Already, the MC4 system was instrumental in a one-in-a-million surgery that helped an Iraqi receive the medical assistance he required. The surgeon in theater was able to consult via a videoteleconference with a specialist at Brooke Army Medical Center in Texas to conduct the procedure and save the man’s life. This telesurgery mentor initiative was led by the U.S. Army Medical Research and Materiel Command’s Telemedicine and Advanced Technical Research Center.
Col. Geesey says the MC4’s telehealth efforts eventually could have applications across the Army, but for now the work is focused on units that have the fewest medical providers and specialists assigned to them. “MC4 really offers a tool that enables a provider to deliver better health care,” he explains. “It’s not a clinically invasive device that heals soldiers. What we primarily do is leverage emerging commercial technologies to support the deployed service member.” This support includes laboratory results, pharmaceuticals and X-rays. Keeping all the information collected electronically means that in emergency situations, personnel do not have to worry about sending the right paperwork with patients, and it eliminates situations where information may arrive too late or not at all.
Having information stored and available electronically throughout soldiers’ lifetimes creates advantages in non-emergency situations as well in immediate life-or-death incidents. For example, a soldier who breaks his ankle while in service may require VA compensation for problems the injury causes later in life. With the captured information, everyone can validate a claim more easily. Access to the information also helps protect troops from overexposure to radiation because of unnecessary X-rays and informs doctors about how often patients have been seen for certain complaints regardless of where in the military they sought care or who provided it.
In addition, the technology can capture what vaccines and medicines soldiers received in theater and how those could be affecting them now. With enough statistics like those, researchers could make links between exposures and conditions. “For uniformed troops, it helps increase continuity of care,” Col. Geesey explains. “It allows [medical providers] to see all of soldiers’ prior medical history and have a better picture of what potentially is impacting them.”
The MC4 soon could have even more pieces of data to manage if MRI devices are fielded in theater. Though the office is not responsible for moving the devices to forward locations, it would serve as the information technology enabler for synching the medical images from the machines with soldiers’ electronic medical records.

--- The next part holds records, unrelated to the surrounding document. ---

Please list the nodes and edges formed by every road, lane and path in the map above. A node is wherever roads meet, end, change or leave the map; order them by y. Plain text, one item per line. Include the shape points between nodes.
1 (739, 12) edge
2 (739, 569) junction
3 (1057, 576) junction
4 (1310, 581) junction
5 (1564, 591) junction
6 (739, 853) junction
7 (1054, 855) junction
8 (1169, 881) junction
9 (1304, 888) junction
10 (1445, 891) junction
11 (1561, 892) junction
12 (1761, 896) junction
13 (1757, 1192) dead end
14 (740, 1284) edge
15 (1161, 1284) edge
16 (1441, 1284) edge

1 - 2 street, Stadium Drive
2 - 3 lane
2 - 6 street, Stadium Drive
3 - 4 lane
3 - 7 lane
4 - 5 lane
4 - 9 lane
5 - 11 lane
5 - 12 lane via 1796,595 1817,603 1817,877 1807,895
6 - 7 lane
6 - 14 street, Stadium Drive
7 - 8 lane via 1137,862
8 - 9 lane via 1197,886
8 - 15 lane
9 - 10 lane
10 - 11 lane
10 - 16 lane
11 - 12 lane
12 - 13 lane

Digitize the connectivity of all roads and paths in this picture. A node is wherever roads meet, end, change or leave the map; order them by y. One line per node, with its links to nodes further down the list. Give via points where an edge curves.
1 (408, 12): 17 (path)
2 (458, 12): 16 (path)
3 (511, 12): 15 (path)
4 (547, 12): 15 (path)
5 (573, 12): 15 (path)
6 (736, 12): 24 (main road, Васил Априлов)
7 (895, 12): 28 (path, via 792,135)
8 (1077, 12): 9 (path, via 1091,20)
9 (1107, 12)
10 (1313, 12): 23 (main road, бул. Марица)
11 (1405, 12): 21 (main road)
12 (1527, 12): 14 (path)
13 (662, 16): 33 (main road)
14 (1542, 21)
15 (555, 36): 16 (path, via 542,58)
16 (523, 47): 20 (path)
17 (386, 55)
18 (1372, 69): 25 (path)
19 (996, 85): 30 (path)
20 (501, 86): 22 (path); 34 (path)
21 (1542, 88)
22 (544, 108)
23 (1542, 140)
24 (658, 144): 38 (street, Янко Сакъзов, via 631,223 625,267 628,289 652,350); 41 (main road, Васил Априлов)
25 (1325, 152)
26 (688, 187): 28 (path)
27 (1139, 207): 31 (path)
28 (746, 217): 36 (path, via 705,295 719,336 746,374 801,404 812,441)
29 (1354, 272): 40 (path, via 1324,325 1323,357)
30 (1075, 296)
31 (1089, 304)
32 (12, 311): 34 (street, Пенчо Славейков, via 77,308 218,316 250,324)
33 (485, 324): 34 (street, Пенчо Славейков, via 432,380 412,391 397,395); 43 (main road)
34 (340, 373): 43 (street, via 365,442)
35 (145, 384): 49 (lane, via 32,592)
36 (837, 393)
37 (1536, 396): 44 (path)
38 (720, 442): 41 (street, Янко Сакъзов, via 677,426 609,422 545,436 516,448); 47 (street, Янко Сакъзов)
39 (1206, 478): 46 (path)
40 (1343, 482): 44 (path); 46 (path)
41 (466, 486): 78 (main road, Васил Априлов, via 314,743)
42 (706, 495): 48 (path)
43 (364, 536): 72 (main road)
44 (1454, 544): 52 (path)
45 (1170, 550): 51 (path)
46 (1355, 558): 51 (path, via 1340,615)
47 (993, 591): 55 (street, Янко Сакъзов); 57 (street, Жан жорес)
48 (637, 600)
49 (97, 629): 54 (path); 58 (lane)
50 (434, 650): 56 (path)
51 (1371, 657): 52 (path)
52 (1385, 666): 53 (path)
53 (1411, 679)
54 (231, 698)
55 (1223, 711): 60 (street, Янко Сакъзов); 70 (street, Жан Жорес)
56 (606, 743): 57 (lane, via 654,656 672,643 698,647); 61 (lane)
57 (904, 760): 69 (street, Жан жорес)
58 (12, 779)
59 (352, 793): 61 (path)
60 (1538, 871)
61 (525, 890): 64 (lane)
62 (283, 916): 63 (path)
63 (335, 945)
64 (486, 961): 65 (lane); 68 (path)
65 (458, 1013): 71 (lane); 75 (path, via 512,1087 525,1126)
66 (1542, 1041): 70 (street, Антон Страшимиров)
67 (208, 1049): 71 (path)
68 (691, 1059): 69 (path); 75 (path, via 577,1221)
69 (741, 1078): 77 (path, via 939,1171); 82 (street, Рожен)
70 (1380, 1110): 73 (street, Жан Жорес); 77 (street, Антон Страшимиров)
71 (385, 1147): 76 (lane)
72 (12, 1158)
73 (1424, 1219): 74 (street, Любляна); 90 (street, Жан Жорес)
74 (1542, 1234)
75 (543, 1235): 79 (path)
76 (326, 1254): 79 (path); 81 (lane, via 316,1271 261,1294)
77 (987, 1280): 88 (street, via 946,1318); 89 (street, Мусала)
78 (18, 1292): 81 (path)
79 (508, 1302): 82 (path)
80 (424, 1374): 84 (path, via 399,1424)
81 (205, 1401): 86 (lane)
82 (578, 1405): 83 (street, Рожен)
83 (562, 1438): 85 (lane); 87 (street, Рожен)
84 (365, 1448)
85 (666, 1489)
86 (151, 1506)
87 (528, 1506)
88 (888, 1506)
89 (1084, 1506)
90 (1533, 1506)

The medical systems program has an initiative underway to integrate its technology into signal networks in theater. “The bottom line is we rely on the signal community to provide the communications for us to move the information around the battlefield and to [the continental United States] CONUS,” Col. Geesey says. “Sometimes what we find in theater is that the medical guy will go to the signal guy, and the signal guy says ‘That’s medical. I don’t touch that.’ We’ve been working with signal leadership to resolve these issues.”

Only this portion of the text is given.